Legally Speaking: Freedom of Citizenship as recompense for renunciation of Heritage

Adv Moses Pinto | JULY 20, 2024, 11:43 PM IST

In these parlays of the inevitable passage of time duelling with the subversion of destiny, where does the middle ground lie whereby peace may find a way to intermingle with serenity?

For if not the jewels of justice, at least a worthy consolatory appeasement would lie in spending the remaining life left in the nutshell of bliss where ignorance no longer stands guard against the consensual relinquishment of self-interests in return of self actualisation as an ardent measure of well-informed coexistence.

This is where, a Goan who is entitled for Portuguese Nationality would be optimally advantaged in choosing to move to a city in Portugal and just choose to forget the competitiveness which accompanies the litigation that besots the crystallisation of inheritance and which could even be as long in duration as the Portuguese occupation of Colonial Goa.

Because when a Goan decides to move to Portugal and simply forgets the roots of their respective ancestry, it is because the thought of staying back and enduring the ceaseless race of generational preference has now seemed wholly unappetising to the peace and composure of the neglected middle-aged generation.

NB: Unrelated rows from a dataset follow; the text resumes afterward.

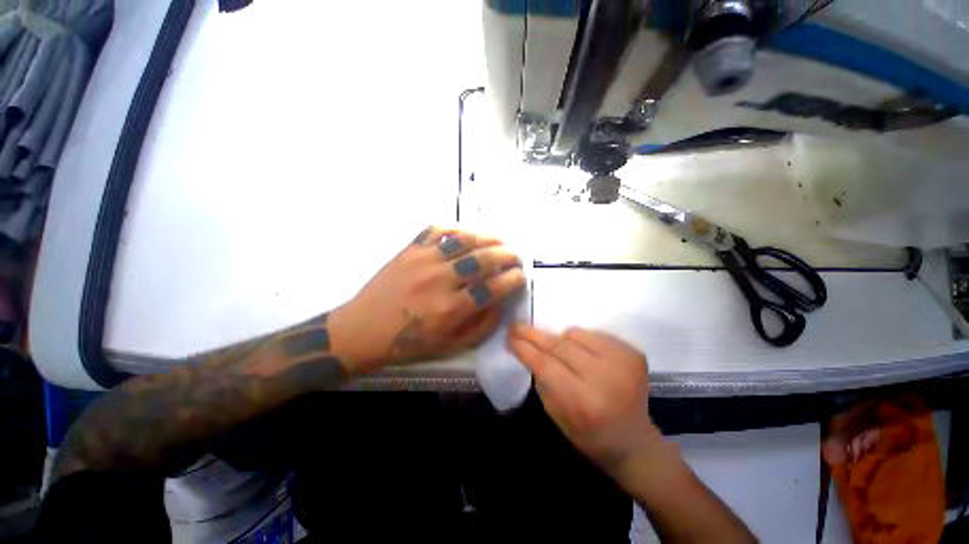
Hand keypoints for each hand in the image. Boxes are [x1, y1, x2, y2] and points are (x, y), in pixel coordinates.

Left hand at [330, 226, 525, 372]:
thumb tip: (501, 301)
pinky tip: (467, 233)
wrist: (363, 328)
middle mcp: (439, 280)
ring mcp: (423, 260)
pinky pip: (437, 229)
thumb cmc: (409, 342)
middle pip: (482, 259)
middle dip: (506, 255)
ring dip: (487, 237)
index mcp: (450, 309)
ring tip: (499, 240)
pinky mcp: (409, 249)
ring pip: (463, 240)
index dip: (512, 279)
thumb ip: (482, 325)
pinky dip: (456, 228)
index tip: (520, 276)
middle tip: (515, 256)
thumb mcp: (451, 345)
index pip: (492, 288)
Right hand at [508, 325, 660, 472]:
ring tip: (560, 351)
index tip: (510, 336)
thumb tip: (528, 348)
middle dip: (535, 335)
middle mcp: (605, 378)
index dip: (525, 347)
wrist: (634, 442)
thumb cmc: (588, 434)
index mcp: (583, 401)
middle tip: (518, 327)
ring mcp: (623, 362)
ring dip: (561, 339)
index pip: (545, 364)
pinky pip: (595, 335)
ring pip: (576, 334)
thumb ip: (541, 379)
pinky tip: (584, 355)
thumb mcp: (555, 414)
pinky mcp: (633, 353)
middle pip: (560, 345)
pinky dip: (582, 341)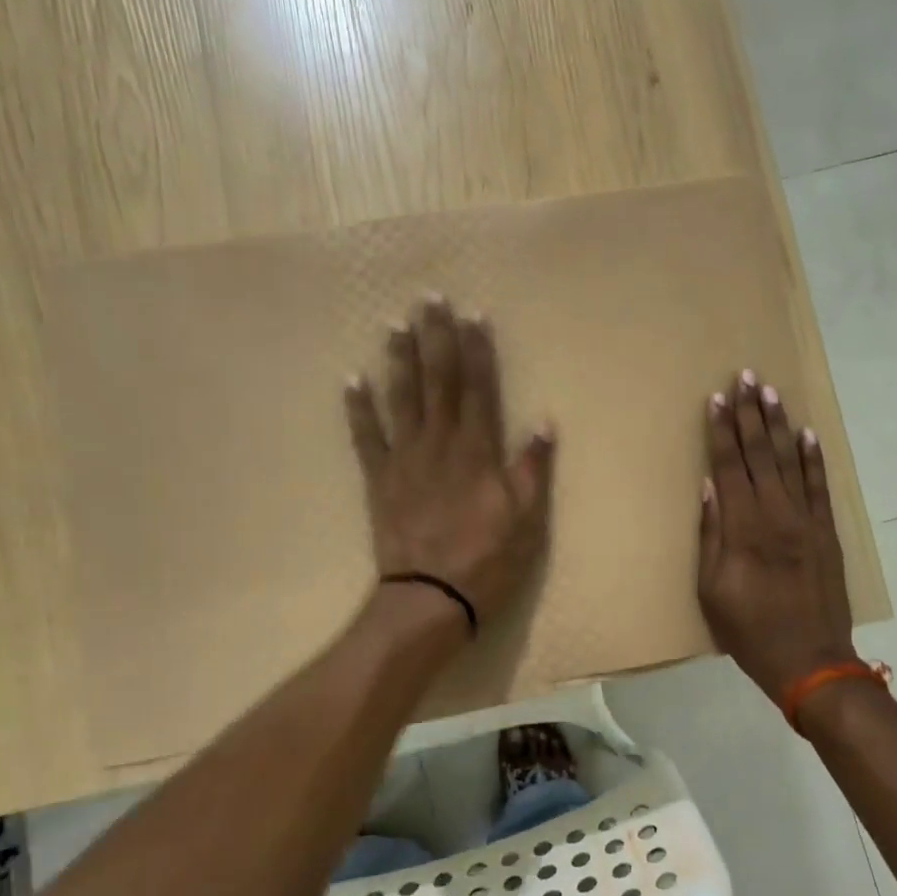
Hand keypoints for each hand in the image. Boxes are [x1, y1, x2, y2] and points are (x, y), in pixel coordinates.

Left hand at [345, 296, 554, 630]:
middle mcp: (440, 443)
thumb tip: (545, 421)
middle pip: (438, 381)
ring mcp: (405, 459)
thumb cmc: (488, 559)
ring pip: (401, 399)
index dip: (477, 349)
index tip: (473, 314)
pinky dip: (357, 408)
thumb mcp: (528, 518)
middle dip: (435, 337)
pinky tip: (351, 379)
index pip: (479, 388)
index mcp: (478, 450)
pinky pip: (365, 437)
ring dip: (399, 359)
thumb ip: (533, 467)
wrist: (431, 596)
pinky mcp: (380, 479)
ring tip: (394, 324)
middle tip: (429, 298)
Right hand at [697, 371, 855, 704]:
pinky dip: (814, 459)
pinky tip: (808, 433)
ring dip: (779, 425)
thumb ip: (711, 536)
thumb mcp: (712, 591)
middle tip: (745, 377)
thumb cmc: (750, 631)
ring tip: (771, 392)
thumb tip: (709, 488)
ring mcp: (807, 522)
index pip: (729, 467)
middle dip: (750, 415)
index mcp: (743, 529)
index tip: (716, 399)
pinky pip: (820, 487)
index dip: (722, 431)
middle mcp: (776, 515)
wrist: (812, 662)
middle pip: (760, 455)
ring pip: (790, 462)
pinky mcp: (827, 533)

While it may represent a customary practice amongst Goan families of Indo-Portuguese ancestral origins to obtain an ante-nuptial agreement from the daughters with the provision of a fixed amount as compensation in consideration of their future legitime which they would stand to inherit from their respective parents subsequently.

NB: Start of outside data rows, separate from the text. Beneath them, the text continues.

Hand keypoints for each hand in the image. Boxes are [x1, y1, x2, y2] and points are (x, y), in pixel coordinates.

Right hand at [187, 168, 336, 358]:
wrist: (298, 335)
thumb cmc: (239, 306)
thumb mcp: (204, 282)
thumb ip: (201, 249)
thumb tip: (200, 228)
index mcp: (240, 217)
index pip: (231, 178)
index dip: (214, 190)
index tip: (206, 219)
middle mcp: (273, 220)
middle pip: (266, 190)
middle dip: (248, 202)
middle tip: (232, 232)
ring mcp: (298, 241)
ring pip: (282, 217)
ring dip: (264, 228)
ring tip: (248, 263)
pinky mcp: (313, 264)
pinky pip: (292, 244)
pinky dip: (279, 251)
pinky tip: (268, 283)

Such an agreement was however barred by Article 2042 of the Portuguese Civil Code, 1867 and continues to be barred by virtue of Section 40 of the Goa Succession, Special Notaries and Inventory Proceeding Act, 2012.

Before delving into the subject which concerns future renunciation of inheritance rights, it would be apt to understand that “renunciation” or “repudiation of heirship” means the relinquishment of the inheritance made by a person entitled to inherit by succession and to succeed.

Incidentally, Section 40 provides for “Prohibition to renounce” wherein it has been specified that “No person is permitted to renounce, whether in the ante-nuptial agreement or otherwise, the right to any future inheritance or to alienate or create a charge on the rights which he may eventually have to any inheritance.”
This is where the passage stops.